### What you have to do
Up to and including the line with "Extract the road", please set down the entries below exactly, starting from the first line.
[[ Records provided open ]]
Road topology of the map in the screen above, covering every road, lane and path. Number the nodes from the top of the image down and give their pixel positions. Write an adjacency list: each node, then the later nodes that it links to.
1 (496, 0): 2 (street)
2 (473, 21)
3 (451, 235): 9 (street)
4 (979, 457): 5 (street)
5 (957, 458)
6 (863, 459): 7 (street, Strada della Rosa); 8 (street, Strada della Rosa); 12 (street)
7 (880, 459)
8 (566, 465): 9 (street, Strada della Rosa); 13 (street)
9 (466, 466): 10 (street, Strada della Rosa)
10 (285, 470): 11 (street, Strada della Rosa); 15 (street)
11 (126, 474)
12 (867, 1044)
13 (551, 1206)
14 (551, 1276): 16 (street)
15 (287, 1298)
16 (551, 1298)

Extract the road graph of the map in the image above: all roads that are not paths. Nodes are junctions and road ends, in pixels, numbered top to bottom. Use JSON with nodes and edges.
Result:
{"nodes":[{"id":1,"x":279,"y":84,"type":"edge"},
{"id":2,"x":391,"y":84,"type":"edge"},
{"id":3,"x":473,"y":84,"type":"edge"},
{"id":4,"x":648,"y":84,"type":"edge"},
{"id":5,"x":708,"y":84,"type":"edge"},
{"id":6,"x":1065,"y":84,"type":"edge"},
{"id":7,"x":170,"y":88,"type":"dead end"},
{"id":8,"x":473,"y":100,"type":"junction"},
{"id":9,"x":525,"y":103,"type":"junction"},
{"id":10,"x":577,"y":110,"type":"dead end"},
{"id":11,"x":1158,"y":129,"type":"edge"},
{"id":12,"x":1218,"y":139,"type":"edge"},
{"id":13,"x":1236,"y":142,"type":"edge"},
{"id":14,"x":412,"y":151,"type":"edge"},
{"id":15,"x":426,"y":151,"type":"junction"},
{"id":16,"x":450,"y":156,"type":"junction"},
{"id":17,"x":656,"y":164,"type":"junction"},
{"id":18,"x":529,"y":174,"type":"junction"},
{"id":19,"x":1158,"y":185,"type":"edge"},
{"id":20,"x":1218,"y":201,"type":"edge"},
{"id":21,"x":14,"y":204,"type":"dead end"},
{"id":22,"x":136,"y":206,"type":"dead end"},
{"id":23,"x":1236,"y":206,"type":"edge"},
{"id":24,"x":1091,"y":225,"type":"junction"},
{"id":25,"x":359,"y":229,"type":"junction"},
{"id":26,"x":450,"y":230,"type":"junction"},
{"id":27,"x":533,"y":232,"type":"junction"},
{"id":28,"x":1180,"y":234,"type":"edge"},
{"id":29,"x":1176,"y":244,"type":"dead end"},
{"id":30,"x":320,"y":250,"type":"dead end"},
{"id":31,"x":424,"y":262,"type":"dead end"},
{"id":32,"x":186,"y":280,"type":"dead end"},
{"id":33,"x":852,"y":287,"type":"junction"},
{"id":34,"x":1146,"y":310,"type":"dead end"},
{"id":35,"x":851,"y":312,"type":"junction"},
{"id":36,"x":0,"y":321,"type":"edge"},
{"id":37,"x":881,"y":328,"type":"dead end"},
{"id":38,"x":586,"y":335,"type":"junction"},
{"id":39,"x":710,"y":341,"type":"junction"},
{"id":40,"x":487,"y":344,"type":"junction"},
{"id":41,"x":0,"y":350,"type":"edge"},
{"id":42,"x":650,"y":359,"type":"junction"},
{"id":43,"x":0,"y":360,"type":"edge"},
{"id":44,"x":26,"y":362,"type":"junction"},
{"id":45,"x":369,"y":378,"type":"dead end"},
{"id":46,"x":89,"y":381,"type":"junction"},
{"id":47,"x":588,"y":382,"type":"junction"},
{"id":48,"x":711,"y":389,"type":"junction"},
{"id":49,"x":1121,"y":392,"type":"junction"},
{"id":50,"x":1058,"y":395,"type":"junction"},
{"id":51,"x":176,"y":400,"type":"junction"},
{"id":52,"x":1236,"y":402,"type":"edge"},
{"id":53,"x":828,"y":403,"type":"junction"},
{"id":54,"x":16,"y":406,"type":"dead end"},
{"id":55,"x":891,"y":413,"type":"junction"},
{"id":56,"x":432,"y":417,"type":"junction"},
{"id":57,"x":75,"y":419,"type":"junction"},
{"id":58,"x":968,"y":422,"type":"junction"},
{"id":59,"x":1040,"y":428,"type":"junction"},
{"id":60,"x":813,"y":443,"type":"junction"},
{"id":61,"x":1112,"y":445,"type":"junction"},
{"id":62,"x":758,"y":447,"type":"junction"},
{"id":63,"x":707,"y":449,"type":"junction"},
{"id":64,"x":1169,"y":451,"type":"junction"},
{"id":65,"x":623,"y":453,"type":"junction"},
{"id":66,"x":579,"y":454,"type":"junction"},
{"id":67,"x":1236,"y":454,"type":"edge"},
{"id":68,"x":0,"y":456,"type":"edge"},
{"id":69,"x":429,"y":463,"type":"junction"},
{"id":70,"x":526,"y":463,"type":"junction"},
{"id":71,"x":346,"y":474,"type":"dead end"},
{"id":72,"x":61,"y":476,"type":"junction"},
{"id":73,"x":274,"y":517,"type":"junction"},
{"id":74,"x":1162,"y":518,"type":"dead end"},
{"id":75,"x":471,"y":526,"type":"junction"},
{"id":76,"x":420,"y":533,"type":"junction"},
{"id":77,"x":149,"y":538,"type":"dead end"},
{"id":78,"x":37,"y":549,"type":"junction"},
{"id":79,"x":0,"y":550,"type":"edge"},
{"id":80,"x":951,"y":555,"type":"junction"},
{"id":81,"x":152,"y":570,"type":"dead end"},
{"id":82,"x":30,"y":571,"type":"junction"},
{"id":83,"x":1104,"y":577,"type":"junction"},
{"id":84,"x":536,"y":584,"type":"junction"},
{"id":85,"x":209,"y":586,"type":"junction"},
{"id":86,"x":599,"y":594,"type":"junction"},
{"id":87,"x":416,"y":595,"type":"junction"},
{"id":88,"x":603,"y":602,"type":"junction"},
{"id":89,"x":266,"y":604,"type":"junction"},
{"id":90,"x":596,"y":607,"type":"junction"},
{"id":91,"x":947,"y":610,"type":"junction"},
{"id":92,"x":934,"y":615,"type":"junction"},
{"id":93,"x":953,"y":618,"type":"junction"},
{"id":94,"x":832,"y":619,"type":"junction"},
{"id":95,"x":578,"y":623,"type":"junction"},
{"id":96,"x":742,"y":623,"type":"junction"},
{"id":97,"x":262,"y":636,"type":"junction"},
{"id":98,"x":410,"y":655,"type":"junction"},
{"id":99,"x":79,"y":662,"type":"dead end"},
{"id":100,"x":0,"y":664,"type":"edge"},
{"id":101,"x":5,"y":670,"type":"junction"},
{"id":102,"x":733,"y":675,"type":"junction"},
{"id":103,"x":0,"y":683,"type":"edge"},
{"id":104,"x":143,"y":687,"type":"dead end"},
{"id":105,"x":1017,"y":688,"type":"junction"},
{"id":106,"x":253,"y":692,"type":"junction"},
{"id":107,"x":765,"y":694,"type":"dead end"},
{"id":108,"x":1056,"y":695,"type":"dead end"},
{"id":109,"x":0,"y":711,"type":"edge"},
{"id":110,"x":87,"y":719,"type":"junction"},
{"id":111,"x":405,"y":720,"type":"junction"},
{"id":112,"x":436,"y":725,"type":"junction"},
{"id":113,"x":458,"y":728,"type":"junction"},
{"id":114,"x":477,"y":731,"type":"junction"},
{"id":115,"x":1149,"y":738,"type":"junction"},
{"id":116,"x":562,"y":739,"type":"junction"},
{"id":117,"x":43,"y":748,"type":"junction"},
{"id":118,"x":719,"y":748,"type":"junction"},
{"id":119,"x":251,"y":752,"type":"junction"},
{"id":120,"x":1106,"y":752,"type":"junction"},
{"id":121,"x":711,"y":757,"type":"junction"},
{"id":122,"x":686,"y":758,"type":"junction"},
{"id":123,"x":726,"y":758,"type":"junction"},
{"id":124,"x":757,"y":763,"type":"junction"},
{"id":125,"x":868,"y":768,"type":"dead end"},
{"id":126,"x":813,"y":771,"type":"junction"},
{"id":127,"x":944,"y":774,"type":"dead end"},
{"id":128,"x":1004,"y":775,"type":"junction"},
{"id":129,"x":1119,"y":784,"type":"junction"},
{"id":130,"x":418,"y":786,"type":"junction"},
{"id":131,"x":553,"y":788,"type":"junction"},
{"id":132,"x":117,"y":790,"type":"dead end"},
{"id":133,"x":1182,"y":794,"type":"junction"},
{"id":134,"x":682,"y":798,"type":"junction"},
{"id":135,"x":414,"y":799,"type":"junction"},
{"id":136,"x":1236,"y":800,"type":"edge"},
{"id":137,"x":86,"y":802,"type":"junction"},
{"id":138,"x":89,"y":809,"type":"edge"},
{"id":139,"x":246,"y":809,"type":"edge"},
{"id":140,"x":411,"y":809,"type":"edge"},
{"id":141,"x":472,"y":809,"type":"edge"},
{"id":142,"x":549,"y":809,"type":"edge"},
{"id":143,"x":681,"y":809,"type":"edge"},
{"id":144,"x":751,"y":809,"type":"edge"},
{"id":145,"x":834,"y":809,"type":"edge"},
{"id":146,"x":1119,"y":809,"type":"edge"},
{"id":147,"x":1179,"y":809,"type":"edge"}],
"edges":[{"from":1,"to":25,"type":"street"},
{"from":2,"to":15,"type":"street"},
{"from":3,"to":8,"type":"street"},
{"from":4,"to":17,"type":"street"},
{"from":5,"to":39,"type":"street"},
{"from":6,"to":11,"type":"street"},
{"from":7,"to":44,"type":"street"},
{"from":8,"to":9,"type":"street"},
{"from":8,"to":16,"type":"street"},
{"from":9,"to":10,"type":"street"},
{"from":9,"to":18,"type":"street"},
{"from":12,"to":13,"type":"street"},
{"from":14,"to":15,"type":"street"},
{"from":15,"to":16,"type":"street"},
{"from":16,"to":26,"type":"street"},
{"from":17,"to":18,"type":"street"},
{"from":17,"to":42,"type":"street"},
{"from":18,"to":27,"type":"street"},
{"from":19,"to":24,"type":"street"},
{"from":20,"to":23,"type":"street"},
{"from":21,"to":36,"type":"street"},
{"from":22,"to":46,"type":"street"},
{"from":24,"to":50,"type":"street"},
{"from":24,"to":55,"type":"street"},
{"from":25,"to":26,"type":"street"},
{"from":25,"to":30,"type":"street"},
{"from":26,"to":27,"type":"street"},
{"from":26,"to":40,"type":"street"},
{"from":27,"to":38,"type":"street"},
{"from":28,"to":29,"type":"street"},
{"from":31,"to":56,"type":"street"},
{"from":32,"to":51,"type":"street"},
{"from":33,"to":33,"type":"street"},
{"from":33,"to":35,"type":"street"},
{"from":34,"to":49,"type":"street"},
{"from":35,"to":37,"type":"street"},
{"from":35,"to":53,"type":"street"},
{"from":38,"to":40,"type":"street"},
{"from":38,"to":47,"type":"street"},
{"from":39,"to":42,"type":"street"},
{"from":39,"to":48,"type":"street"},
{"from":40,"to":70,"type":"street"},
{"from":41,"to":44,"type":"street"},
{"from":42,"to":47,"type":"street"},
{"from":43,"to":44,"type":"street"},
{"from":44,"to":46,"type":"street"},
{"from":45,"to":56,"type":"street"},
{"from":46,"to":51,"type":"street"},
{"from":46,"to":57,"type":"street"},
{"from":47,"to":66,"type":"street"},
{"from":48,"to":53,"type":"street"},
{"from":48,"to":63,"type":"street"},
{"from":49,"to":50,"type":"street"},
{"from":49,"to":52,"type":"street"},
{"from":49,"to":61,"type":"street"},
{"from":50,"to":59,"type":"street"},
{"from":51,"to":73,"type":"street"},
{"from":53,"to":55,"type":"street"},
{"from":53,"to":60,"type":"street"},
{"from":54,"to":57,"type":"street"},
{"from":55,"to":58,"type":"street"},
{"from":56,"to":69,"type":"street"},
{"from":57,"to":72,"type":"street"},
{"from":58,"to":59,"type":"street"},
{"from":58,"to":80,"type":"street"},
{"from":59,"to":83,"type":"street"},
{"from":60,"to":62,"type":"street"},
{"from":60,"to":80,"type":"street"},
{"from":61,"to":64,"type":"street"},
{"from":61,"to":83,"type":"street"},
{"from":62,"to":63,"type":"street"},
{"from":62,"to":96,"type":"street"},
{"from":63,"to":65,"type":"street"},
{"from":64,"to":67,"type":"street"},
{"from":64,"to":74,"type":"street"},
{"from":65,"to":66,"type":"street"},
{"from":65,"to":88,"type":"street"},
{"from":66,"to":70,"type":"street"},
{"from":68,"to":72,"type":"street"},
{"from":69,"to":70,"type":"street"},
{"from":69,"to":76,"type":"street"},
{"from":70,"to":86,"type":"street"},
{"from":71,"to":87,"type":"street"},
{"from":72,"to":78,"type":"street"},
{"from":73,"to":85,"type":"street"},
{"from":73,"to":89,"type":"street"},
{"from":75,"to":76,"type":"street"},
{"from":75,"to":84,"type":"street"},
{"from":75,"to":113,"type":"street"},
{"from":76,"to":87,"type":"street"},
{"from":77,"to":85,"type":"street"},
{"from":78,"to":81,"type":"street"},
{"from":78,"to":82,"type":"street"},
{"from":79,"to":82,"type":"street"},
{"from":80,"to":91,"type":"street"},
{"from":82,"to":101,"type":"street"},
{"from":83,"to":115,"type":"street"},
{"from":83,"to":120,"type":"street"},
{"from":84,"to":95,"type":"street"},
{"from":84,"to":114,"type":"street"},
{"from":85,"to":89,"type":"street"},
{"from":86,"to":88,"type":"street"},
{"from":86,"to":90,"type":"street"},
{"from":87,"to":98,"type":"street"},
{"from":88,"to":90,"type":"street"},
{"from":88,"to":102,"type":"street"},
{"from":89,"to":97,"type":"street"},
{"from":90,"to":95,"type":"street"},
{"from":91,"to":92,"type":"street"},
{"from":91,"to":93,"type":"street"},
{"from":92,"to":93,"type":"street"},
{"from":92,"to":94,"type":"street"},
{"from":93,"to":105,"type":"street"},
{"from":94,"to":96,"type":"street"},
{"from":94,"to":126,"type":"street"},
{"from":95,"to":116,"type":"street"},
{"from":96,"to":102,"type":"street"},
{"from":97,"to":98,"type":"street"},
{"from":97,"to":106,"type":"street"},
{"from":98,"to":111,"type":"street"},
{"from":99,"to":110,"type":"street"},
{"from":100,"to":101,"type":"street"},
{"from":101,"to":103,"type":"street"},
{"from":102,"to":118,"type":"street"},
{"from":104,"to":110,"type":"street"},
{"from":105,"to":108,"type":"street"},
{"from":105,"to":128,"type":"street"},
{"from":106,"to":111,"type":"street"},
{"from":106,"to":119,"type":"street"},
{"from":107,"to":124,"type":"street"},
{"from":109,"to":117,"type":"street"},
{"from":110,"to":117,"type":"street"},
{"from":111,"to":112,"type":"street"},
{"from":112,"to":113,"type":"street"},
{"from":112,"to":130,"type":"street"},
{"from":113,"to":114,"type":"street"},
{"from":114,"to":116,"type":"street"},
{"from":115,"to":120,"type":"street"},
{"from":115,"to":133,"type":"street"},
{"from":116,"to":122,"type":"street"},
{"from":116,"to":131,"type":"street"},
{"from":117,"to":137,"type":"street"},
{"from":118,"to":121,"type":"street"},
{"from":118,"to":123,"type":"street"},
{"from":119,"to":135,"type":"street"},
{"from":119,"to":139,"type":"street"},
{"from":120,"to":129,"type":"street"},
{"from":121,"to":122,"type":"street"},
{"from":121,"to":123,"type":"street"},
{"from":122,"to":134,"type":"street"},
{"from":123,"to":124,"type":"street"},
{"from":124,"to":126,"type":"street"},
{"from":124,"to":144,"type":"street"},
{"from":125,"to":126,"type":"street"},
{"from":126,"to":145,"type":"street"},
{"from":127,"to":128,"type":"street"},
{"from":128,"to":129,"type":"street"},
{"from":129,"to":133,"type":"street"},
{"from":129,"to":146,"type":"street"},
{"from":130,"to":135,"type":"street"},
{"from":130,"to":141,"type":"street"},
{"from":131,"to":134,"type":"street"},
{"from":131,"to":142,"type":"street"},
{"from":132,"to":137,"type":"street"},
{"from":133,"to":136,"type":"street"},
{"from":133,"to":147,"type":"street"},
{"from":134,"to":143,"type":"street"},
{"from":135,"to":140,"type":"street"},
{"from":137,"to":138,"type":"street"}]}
[[ Records provided closed ]]
### Task result
Road topology of the map in the screen above, covering every road, lane and path. Number the nodes from the top of the image down and give their pixel positions. Write an adjacency list: each node, then the later nodes that it links to.
1 (496, 0): 2 (street)
2 (473, 21)
3 (451, 235): 9 (street)
4 (979, 457): 5 (street)
5 (957, 458)
6 (863, 459): 7 (street, Strada della Rosa); 8 (street, Strada della Rosa); 12 (street)
7 (880, 459)
8 (566, 465): 9 (street, Strada della Rosa); 13 (street)
9 (466, 466): 10 (street, Strada della Rosa)
10 (285, 470): 11 (street, Strada della Rosa); 15 (street)
11 (126, 474)
12 (867, 1044)
13 (551, 1206)
14 (551, 1276): 16 (street)
15 (287, 1298)
16 (551, 1298)

Extract the road graph of the map in the image above: all roads that are not paths. Nodes are junctions and road ends, in pixels, numbered top to bottom. Use JSON with nodes and edges.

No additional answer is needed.